The Registrants from time to time evaluate opportunities for potential acquisitions, divestitures and development projects. Development projects are reexamined based on market conditions and other factors to determine whether to proceed with, modify or terminate the projects. Any resulting transactions may impact future financial results. See Note 8 in the Registrants' 2015 Form 10-K for additional information.
 
(PPL)
 
Discontinued Operations
 
Spinoff of PPL Energy Supply
 
In June 2015, PPL completed the spinoff of PPL Energy Supply, which combined its competitive power generation businesses with those of Riverstone to form a new, stand-alone, publicly traded company named Talen Energy.
 
Following completion of the spinoff, PPL shareowners owned 65% of Talen Energy and affiliates of Riverstone owned 35%. The spinoff had no effect on the number of PPL common shares owned by PPL shareowners or the number of shares of PPL common stock outstanding. The transaction is intended to be tax-free to PPL and its shareowners for U.S. federal income tax purposes.
 
PPL has no continuing ownership interest in or control of Talen Energy and Talen Energy Supply (formerly PPL Energy Supply). See Note 8 in PPL's 2015 Form 10-K for additional information.

Loss on Spinoff
 
In June 2015, in conjunction with the accounting for the spinoff, PPL evaluated whether the fair value of the Supply segment's net assets was less than the carrying value as of the June 1, 2015 spinoff date.

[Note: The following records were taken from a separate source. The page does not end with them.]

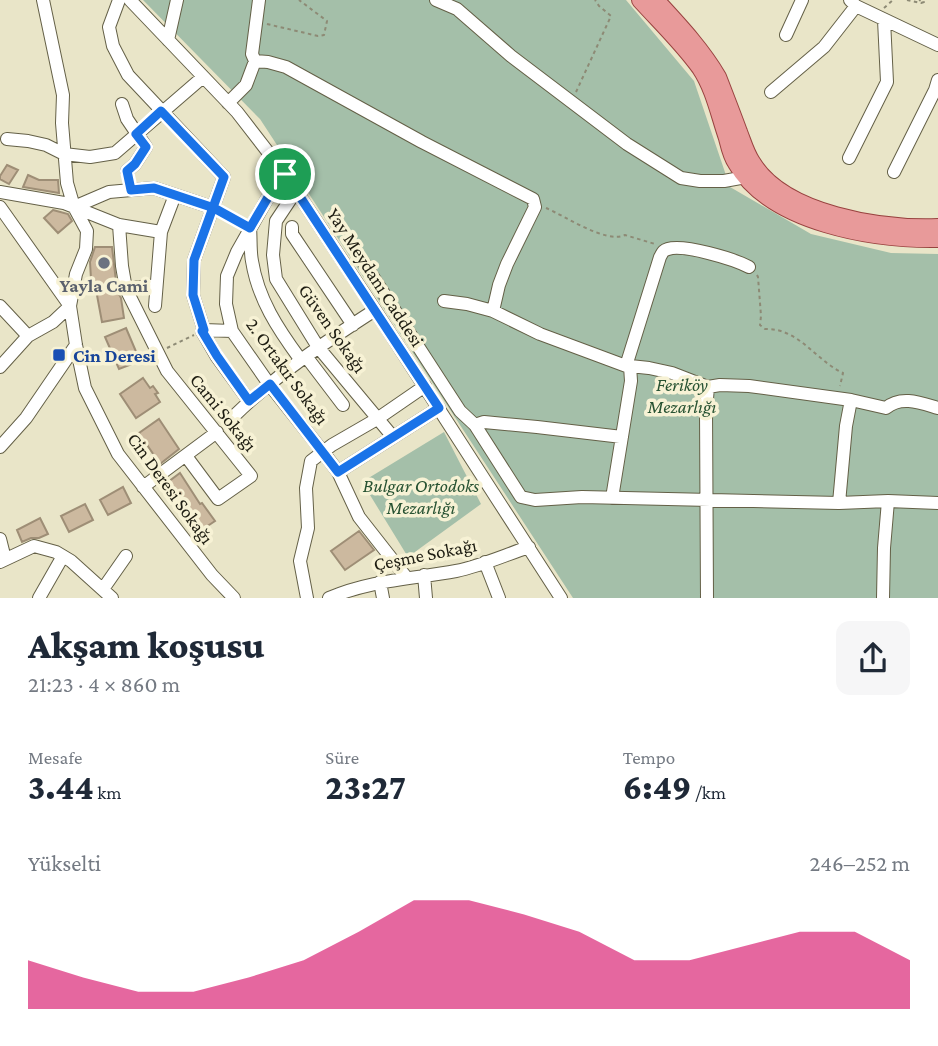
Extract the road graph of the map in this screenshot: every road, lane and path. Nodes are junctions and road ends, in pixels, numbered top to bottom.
1 (43, 0) edge
2 (118, 0) edge
3 (130, 0) edge
4 (177, 0) edge
5 (259, 0) edge
6 (299, 0) edge
7 (436, 0) edge
8 (595, 0) edge
9 (640, 0) edge
10 (656, 0) edge
11 (802, 0) edge
12 (907, 0) edge
13 (919, 0) edge
14 (853, 3) edge
15 (884, 20) junction
16 (256, 21) junction
17 (786, 35) dead end
18 (168, 40) junction
19 (938, 45) edge
20 (255, 61) junction
21 (203, 77) junction
22 (937, 87) edge
23 (771, 92) dead end
24 (571, 102) junction
25 (228, 103) junction
26 (122, 104) dead end
27 (161, 111) junction
28 (136, 134) junction
29 (7, 139) dead end
30 (115, 153) junction
31 (64, 154) junction
32 (849, 158) dead end
33 (127, 171) junction
34 (751, 172) junction
35 (894, 172) dead end
36 (285, 174) junction
37 (131, 190) junction
38 (296, 191) junction
39 (0, 192) edge
40 (175, 195) junction
41 (0, 207) edge
42 (74, 207) junction
43 (535, 207) junction
44 (214, 208) junction
45 (119, 225) junction
46 (292, 227) dead end
47 (250, 228) junction
48 (938, 228) edge
49 (161, 232) junction
50 (938, 239) edge
51 (667, 250) junction
52 (364, 263) dead end
53 (749, 267) joint
54 (156, 285) junction
55 (126, 289) junction
56 (444, 301) dead end
57 (0, 306) edge
58 (70, 306) junction
59 (155, 306) dead end
60 (375, 310) junction
61 (493, 311) junction
62 (353, 324) junction
63 (202, 331) joint
64 (232, 331) junction
65 (27, 336) junction
66 (76, 345) junction
67 (318, 347) junction
68 (157, 353) junction
69 (2, 359) edge
70 (300, 359) junction
71 (628, 366) junction
72 (270, 384) junction
73 (425, 386) junction
74 (708, 387) junction
75 (836, 397) junction
76 (851, 400) junction
77 (249, 401) junction
78 (342, 405) dead end
79 (439, 408) junction
80 (938, 408) edge
81 (234, 416) dead end
82 (377, 419) junction
83 (475, 425) junction
84 (216, 432) junction
85 (393, 437) junction
86 (622, 437) junction
87 (0, 447) edge
88 (323, 452) junction
89 (186, 456) junction
90 (338, 472) junction
91 (143, 487) junction
92 (612, 498) junction
93 (707, 500) junction
94 (888, 501) junction
95 (839, 503) junction
96 (938, 503) edge
97 (0, 539) edge
98 (529, 547) junction
99 (63, 556) junction
100 (126, 556) dead end
101 (3, 561) edge
102 (485, 562) junction
103 (424, 575) junction
104 (406, 577) junction
105 (380, 582) junction
106 (107, 595) edge
107 (342, 595) edge
108 (39, 598) edge
109 (234, 598) edge
110 (307, 598) edge
111 (329, 598) edge
112 (383, 598) edge
113 (426, 598) edge
114 (499, 598) edge
115 (561, 598) edge
116 (707, 598) edge
117 (884, 598) edge

1 - 31 street
2 - 27 street
3 - 18 street, Yay Meydanı Caddesi
4 - 18 street
5 - 16 street
6 - 16 path
7 - 24 street
8 - 24 path
9 - 34 main road
10 - 34 main road
11 - 17 street
12 - 13 path
14 - 15 street
14 - 23 street
15 - 19 street
15 - 32 street
16 - 20 street
18 - 21 street, Yay Meydanı Caddesi
20 - 25 street
20 - 43 street
21 - 25 street, Yay Meydanı Caddesi
21 - 27 street
22 - 35 street
24 - 34 street
25 - 36 street, Yay Meydanı Caddesi
26 - 28 street
27 - 28 street
27 - 44 street
28 - 30 street
28 - 33 street
29 - 31 street
30 - 31 street
30 - 33 street
31 - 42 street
33 - 37 street
34 - 48 main road
34 - 50 main road
36 - 38 street, Yay Meydanı Caddesi
36 - 47 street, 2. Ortakır Sokağı
37 - 40 street
37 - 42 street
38 - 60 street, Yay Meydanı Caddesi
38 - 67 street, Güven Sokağı
39 - 42 street
40 - 44 street
40 - 49 street
41 - 58 street, Cin Deresi Sokağı
42 - 45 street
42 - 58 street
43 - 51 path
43 - 61 street
44 - 47 path
44 - 64 street
45 - 49 street
45 - 55 street, Cami Sokağı
46 - 62 street
47 - 64 street, 2. Ortakır Sokağı
47 - 70 street
49 - 54 street
51 - 53 street
51 - 71 street
52 - 83 street
53 - 75 path
54 - 55 street
54 - 59 street
55 - 68 street, Cami Sokağı
56 - 61 street
57 - 65 street
58 - 65 street
58 - 66 street, Cin Deresi Sokağı
60 - 62 street
60 - 73 street, Yay Meydanı Caddesi
61 - 71 street
62 - 67 street
63 - 68 path
63 - 77 street
64 - 72 street, 2. Ortakır Sokağı
65 - 69 street
66 - 87 street
66 - 91 street, Cin Deresi Sokağı
67 - 70 street
67 - 82 street, Güven Sokağı
68 - 84 street, Cami Sokağı
70 - 72 street
70 - 78 street
71 - 74 street
71 - 86 street
72 - 77 street
72 - 88 street, 2. Ortakır Sokağı
73 - 79 street, Yay Meydanı Caddesi
73 - 82 street
74 - 75 street
74 - 93 street
75 - 76 street
76 - 80 street
76 - 95 street
77 - 81 street
79 - 85 street
79 - 98 street, Yay Meydanı Caddesi
82 - 85 street, Güven Sokağı
82 - 88 street
83 - 86 street
83 - 92 street
84 - 89 street
84 - 89 street, Cami Sokağı
85 - 90 street
86 - 92 street
88 - 90 street, 2. Ortakır Sokağı
88 - 110 street
89 - 91 street
90 - 104 street, 2. Ortakır Sokağı
91 - 109 street, Cin Deresi Sokağı
92 - 93 street
93 - 95 street
93 - 116 street
94 - 95 street
94 - 96 street
94 - 117 street
97 - 101 street
98 - 102 street, Çeşme Sokağı
98 - 115 street, Yay Meydanı Caddesi
99 - 101 street
99 - 106 street
99 - 108 street
100 - 106 street
102 - 103 street, Çeşme Sokağı
102 - 114 street
103 - 104 street, Çeşme Sokağı
103 - 113 street
104 - 105 street, Çeşme Sokağı
105 - 107 street, Çeşme Sokağı
105 - 112 street
107 - 111 street, Çeşme Sokağı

PPL considered several valuation methodologies to derive a fair value estimate of its Supply segment at the spinoff date. These methodologies included considering the closing "when-issued" Talen Energy market value on June 1, 2015 (the spinoff date), adjusted for the proportional share of the equity value attributable to the Supply segment, as well as, the valuation methods consistently used in PPL's goodwill impairment assessments - an income approach using a discounted cash flow analysis of the Supply segment and an alternative market approach considering market multiples of comparable companies.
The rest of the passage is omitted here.